Price signalling law to hit banking industry first. Who will be next?

The Competition and Consumer Act Amendment Act (No1) 2011 introduces the law prohibiting price signalling and information disclosures and is due to commence on 6 June 2012.

The new law prohibits:

  • Private disclosure of price-related information to a competitor
  • Disclosure, whether public or private, of any relevant aspect of a corporation’s commercial strategy (including discounts, credits, rebates etc), where the disclosure aims to substantially lessen competition.

Price signalling involves the practice of communicating or signalling a company’s price rises or pricing initiatives to its competitors for the purposes of having a competitor follow it. It is conduct that does not qualify as actual collusion between competitors but intends to take that form.

A number of exemptions may be available for certain disclosures.

Draft price signalling regulations

The draft Competition and Consumer Act Amendment Regulations (2012) (No. ) (Draft Regulations):

  • Gives effect to the government’s desire to initially target the banking industry
  • Sets out the process that must be followed before prescribing the application of the price signalling legislation to other classes of goods or services (or types of suppliers of goods or services)
  • Prescribes the forms and fees for parties to apply to the Australian Competition and Consumer Commission (ACCC) for immunity from proposed disclosures that could otherwise contravene the price signalling prohibitions.

These regulations are intended to commence on 6 June 2012, to coincide with the commencement of the price signalling laws.

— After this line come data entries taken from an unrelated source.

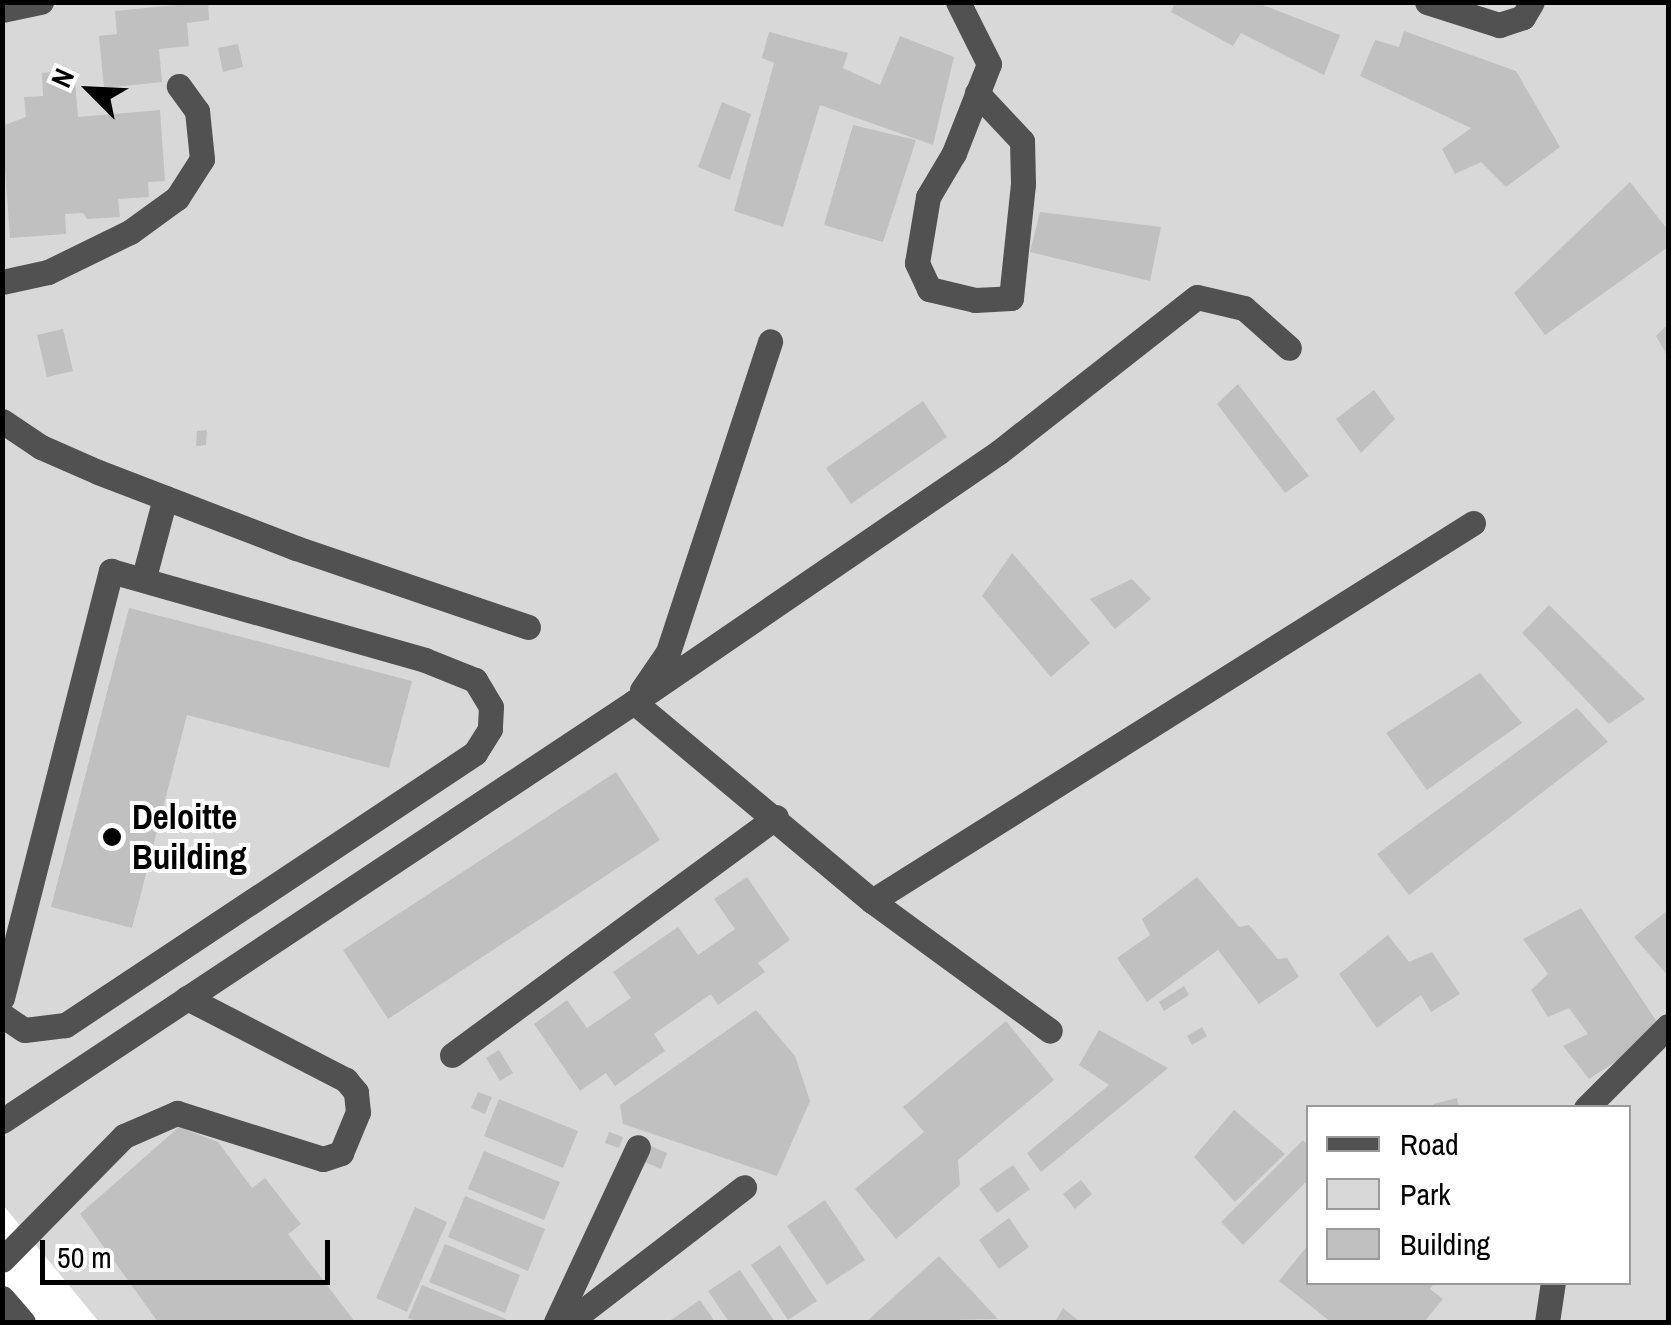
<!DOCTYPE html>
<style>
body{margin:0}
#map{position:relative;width:1671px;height:1325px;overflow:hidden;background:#fff;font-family:"Archivo Narrow",sans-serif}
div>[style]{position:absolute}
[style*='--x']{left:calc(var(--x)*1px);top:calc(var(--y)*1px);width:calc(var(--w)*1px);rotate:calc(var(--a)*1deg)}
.green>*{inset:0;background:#d8d8d8}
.building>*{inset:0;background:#c0c0c0}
.minor>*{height:25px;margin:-12.5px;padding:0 12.5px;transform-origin:12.5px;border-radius:12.5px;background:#515151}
.dots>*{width:28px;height:28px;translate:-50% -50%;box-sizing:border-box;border:5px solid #fff;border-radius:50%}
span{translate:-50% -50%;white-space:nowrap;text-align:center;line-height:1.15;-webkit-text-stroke:8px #fff;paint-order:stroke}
.poi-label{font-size:35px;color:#000;font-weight:700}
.left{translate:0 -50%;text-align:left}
.frame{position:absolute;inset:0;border:5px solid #000;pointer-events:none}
.legend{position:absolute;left:1306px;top:1105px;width:325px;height:180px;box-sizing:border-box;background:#fff;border:2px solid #999;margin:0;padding:12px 18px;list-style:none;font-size:30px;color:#000}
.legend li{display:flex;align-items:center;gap:20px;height:50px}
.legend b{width:50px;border:2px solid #999}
.north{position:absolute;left:40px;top:40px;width:100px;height:100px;-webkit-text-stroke:8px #fff;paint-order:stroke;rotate:294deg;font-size:28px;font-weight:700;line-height:40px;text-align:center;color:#000}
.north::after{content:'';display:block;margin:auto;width:35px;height:45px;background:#000;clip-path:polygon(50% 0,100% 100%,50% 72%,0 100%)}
.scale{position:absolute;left:40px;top:1240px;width:290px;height:45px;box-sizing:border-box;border:5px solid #000;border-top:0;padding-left:12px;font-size:30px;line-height:35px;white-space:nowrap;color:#000;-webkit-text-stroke:8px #fff;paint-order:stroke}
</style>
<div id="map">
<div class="green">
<div style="clip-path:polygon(evenodd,2px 3px,1668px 3px,1668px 1322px,99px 1322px,3px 1205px,2px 3px,1308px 1108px,1628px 1108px,1628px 1282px,1308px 1282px,1308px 1108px)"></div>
</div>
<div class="building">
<div style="clip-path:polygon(208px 2px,209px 20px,187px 23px,189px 46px,159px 49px,162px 82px,104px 88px,99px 36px,117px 34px,115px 11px)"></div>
<div style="clip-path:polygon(1175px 2px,1255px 2px,1340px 35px,1324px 75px,1241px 33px,1233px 46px,1171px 12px)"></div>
<div style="clip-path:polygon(1404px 31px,1516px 71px,1560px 147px,1506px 187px,1481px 162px,1455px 174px,1442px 149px,1471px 128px,1360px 76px,1375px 40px,1399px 47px)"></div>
<div style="clip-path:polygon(769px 32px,848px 53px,843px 68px,880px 85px,900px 36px,954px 57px,933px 145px,820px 105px,783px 227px,734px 211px,774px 63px,762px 58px)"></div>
<div style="clip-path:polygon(238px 44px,243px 67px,223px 72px,218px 48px)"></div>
<div style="clip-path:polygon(74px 70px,78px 117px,160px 110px,165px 181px,148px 182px,149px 197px,118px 199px,120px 217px,87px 219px,83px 213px,65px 214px,66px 234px,10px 238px,2px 126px,26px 117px,24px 97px,43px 96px,42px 73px)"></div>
<div style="clip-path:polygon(722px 102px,751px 114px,730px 180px,698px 167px)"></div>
<div style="clip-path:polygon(853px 125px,916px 140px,883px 242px,824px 225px)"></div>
<div style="clip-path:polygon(1630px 182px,1668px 230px,1668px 247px,1545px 335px,1514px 293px)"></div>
<div style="clip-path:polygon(1040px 212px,1161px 227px,1150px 281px,1030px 252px)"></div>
<div style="clip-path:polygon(1668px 324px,1668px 357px,1656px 336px)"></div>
<div style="clip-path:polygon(63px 329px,73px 371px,47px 377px,37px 335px)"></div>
<div style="clip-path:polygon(1238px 384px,1309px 476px,1285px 493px,1217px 404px)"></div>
<div style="clip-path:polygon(1374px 390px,1395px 419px,1361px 453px,1336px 419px)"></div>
<div style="clip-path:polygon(923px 401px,947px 437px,851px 504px,826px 468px)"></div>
<div style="clip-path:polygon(207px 430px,206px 445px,196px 446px,197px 431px)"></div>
<div style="clip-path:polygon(1012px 553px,1090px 643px,1051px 677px,982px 596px)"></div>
<div style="clip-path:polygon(1132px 579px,1151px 599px,1115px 629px,1090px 599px)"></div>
<div style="clip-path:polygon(1549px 605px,1645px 699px,1609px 724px,1522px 633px)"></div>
<div style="clip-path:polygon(129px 608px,412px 681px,389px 768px,187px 715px,132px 928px,51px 907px)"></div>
<div style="clip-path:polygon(1480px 673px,1522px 723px,1427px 790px,1386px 733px)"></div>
<div style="clip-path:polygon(1577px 708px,1608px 742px,1409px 895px,1377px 854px)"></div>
<div style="clip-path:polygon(616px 772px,660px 840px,388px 1019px,343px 950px)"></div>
<div style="clip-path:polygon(747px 877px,790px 940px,758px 963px,765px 972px,718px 1005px,711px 994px,654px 1034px,665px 1051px,615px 1086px,606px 1073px,580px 1091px,534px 1024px,567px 1000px,587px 1028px,631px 998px,613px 972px,678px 927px,698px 955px,735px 929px,714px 899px)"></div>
<div style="clip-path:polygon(1197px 877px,1239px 927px,1249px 925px,1278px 959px,1287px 958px,1299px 977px,1259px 1004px,1218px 950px,1147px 1002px,1117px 958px,1150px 935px,1142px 919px)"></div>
<div style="clip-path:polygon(1581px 908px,1663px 1031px,1589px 1079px,1563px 1046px,1588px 1034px,1569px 1008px,1548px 1017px,1531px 990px,1548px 974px,1523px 939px)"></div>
<div style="clip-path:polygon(1668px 910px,1668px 976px,1634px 937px)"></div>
<div style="clip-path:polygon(1388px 935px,1409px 962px,1432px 952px,1460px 994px,1431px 1012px,1421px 995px,1377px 1028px,1339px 974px)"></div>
<div style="clip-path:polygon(1184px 986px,1189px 995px,1164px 1011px,1159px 1002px)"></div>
<div style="clip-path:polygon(756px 1010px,795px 1056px,810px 1101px,777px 1176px,623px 1124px,620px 1105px)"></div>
<div style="clip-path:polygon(1006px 1021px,1054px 1080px,958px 1160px,960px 1185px,896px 1239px,855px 1189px,924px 1132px,903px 1107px)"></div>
<div style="clip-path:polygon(1202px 1027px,1207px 1036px,1192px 1045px,1187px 1036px)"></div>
<div style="clip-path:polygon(1099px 1030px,1168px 1068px,1041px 1172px,1027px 1153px,1109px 1085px,1079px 1065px)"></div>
<div style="clip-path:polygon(499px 1050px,513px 1073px,500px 1081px,486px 1058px)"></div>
<div style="clip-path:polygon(478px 1092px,492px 1097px,485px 1114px,471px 1108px)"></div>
<div style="clip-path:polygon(1457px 1098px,1459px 1108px,1434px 1108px,1433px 1104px)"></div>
<div style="clip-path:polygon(499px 1099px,578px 1131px,563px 1168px,484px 1136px)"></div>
<div style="clip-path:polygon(1234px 1110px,1285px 1154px,1235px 1202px,1194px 1157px)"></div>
<div style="clip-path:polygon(179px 1127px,218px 1142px,252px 1188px,265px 1178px,301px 1224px,288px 1234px,355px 1322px,158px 1322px,80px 1214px)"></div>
<div style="clip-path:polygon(609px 1132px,623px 1137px,619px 1148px,605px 1143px)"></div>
<div style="clip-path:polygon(1303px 1140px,1308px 1146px,1308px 1180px,1243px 1245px,1221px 1222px)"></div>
<div style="clip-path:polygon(646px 1144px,667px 1153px,661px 1169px,640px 1160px)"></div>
<div style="clip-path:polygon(484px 1151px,560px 1182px,544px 1220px,468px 1189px)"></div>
<div style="clip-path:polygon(1013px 1165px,1030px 1189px,997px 1213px,979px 1189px)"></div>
<div style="clip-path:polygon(1081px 1180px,1092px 1194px,1075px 1209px,1063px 1194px)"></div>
<div style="clip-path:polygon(465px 1196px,545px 1229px,528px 1271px,448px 1237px)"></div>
<div style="clip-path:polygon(825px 1200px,865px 1260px,827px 1285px,787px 1226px)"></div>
<div style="clip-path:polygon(415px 1207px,447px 1222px,407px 1312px,376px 1298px)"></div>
<div style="clip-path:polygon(1009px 1218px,1029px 1247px,999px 1269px,979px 1240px)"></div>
<div style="clip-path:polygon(445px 1244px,520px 1275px,505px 1313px,429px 1282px)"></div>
<div style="clip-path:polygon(780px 1245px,817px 1301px,788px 1320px,751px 1265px)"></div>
<div style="clip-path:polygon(1308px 1245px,1308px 1282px,1435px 1282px,1430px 1289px,1443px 1299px,1424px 1322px,1331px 1322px,1279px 1281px)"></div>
<div style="clip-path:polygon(939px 1256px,998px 1319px,866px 1322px)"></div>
<div style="clip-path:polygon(740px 1270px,775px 1322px,729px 1322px,708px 1291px)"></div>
<div style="clip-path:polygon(422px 1285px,506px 1319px,505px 1322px,418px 1322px,408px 1318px)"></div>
<div style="clip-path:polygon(700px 1300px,715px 1322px,668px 1322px)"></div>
<div style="clip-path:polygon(1063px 1308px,1080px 1322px,1055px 1322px)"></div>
</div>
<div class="minor">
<div style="--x:958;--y:2;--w:69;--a:63.4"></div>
<div style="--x:989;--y:64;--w:96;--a:111.5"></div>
<div style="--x:954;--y:153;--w:51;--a:120.6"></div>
<div style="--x:928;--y:197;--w:67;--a:99.5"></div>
<div style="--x:917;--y:263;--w:29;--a:65"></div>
<div style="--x:929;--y:289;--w:47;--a:13.4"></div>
<div style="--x:975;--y:300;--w:36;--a:-3"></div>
<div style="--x:1011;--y:298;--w:115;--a:-84"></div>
<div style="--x:1023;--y:184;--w:43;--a:-91.3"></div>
<div style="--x:1022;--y:141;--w:66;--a:-133.2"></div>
<div style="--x:1427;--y:2;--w:76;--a:17.7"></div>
<div style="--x:1499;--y:25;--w:25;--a:-18"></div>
<div style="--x:1523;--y:17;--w:17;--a:-59"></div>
<div style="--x:2;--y:10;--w:40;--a:-12"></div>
<div style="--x:2;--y:282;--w:47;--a:-12.3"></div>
<div style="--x:48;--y:272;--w:91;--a:-26"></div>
<div style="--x:130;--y:232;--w:58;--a:-35.9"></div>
<div style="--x:177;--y:198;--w:46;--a:-57.3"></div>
<div style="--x:202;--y:159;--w:48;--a:-95.9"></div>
<div style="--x:197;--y:111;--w:31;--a:-126"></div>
<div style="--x:2;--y:421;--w:47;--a:33.7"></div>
<div style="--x:41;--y:447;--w:62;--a:23.7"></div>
<div style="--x:98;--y:472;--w:212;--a:21"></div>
<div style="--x:296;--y:548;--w:245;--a:18.8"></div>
<div style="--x:144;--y:577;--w:82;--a:-75.1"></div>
<div style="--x:642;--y:690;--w:46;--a:-55.6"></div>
<div style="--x:668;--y:652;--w:327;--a:-71.8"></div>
<div style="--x:634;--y:702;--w:442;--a:-34.4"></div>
<div style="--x:999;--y:452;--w:251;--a:-38.1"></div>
<div style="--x:1197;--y:297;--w:48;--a:13.2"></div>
<div style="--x:1244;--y:308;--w:60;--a:41.6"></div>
<div style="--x:872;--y:901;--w:710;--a:-32.17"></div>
<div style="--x:2;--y:998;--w:441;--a:-75.7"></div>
<div style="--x:111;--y:571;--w:326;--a:15.8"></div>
<div style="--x:425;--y:660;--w:54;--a:21.8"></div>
<div style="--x:475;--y:680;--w:31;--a:59"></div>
<div style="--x:491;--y:707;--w:22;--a:93"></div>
<div style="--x:490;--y:729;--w:28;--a:122"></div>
<div style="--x:475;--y:753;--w:492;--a:146.4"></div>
<div style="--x:65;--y:1025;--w:41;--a:173"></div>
<div style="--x:24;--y:1030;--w:27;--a:-146"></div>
<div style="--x:452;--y:1055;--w:402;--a:-36.3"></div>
<div style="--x:1586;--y:1108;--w:116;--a:-45"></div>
<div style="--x:2;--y:1121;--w:758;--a:-33.54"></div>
<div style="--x:634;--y:702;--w:310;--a:39.9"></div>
<div style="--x:872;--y:901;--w:220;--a:36.1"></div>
<div style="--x:2;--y:1260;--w:174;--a:-45.5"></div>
<div style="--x:124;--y:1136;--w:58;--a:-23.5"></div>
<div style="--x:177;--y:1113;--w:153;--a:17.5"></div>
<div style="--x:323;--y:1159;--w:19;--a:-18"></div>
<div style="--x:341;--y:1153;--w:44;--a:-67.5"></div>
<div style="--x:358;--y:1112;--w:20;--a:-96"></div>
<div style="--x:356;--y:1092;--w:16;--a:-130"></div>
<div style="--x:346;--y:1080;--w:179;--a:-152.7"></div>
<div style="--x:2;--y:1298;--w:32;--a:49"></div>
<div style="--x:556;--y:1322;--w:193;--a:-64.9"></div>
<div style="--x:569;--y:1322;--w:221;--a:-37.6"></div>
<div style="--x:1547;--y:1322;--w:40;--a:-81.5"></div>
</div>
<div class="dots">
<div style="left:112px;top:837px;background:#000"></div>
</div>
<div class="poi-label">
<span class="left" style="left:132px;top:837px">Deloitte<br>Building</span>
</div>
<div class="frame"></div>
<ul class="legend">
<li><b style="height:12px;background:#515151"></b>Road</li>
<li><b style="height:28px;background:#d8d8d8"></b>Park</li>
<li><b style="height:28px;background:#c0c0c0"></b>Building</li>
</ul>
<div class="north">N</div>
<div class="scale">50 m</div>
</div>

Initially, the ACCC was concerned with the practices of the major banks in determining interest rates, and accordingly, the Draft Regulations prescribes the application of the price signalling laws to initially regulate the banking industry. Essentially, the law will apply to a good or service provided by authorised deposit-taking institutions (ADIs) regulated under the Banking Act 1959, in relation to either:

  •  The “taking of money on deposit (otherwise than as part-payment for identified goods or services)” or
  • “Making advances of money”.

Proposed process for regulating other industries

The Draft Regulations set out the process for prescribing the application of the laws to other industries. The proposed Regulation 49 states that before the Governor-General makes a regulation prescribing a class of goods or services to be subject to the price signalling laws, the Minister must be satisfied that any consultation that is considered to be appropriate and that is reasonably practicable to undertake, has been undertaken. This requires the Minister to consider whether the consultation included:

  • Experts in the fields relevant to the proposed regulation
  • Those affected by the proposed regulation
  • If appropriate, invitations to make submissions by a specified date or consultations involving public hearings.

The ACCC has in the past openly expressed its concerns about the pricing practices of other industries such as the petrol industry. It would therefore be unsurprising if the petrol industry becomes the next target under the consultation process, and ultimately the new law.

Immunity from price signalling prohibitions

The new price signalling law will extend the authorisation and notification processes available under the Competition and Consumer Act 2010 to include price signalling. Accordingly, a party may be able to seek immunity from action under the price signalling prohibitions if the proposed conduct provides a net public benefit. The Draft Regulations propose to add Form BA and Form GAA to the current forms used for authorisation or notifications.

Conclusion

Those in the banking industry (including credit unions, building societies, credit card institutions, providers of purchased payment facilities and authorised non-operating holding companies regulated as ADIs pursuant to the Banking Act 1959) will need to:

  • Review its practices and exercise caution when communicating or disclosing information relating to its price rises or other pricing initiatives
  • Seek specialist competition law advice if in doubt as to whether something is legitimate business conduct and how the new price signalling laws will impact upon its business
  • Update its trade practices compliance program and training of staff to ensure they are aware of the new price signalling laws.

For those in other industries (especially the petrol industry), it will be important to monitor and assess how the new price signalling law and proposed consultation process is likely to impact them.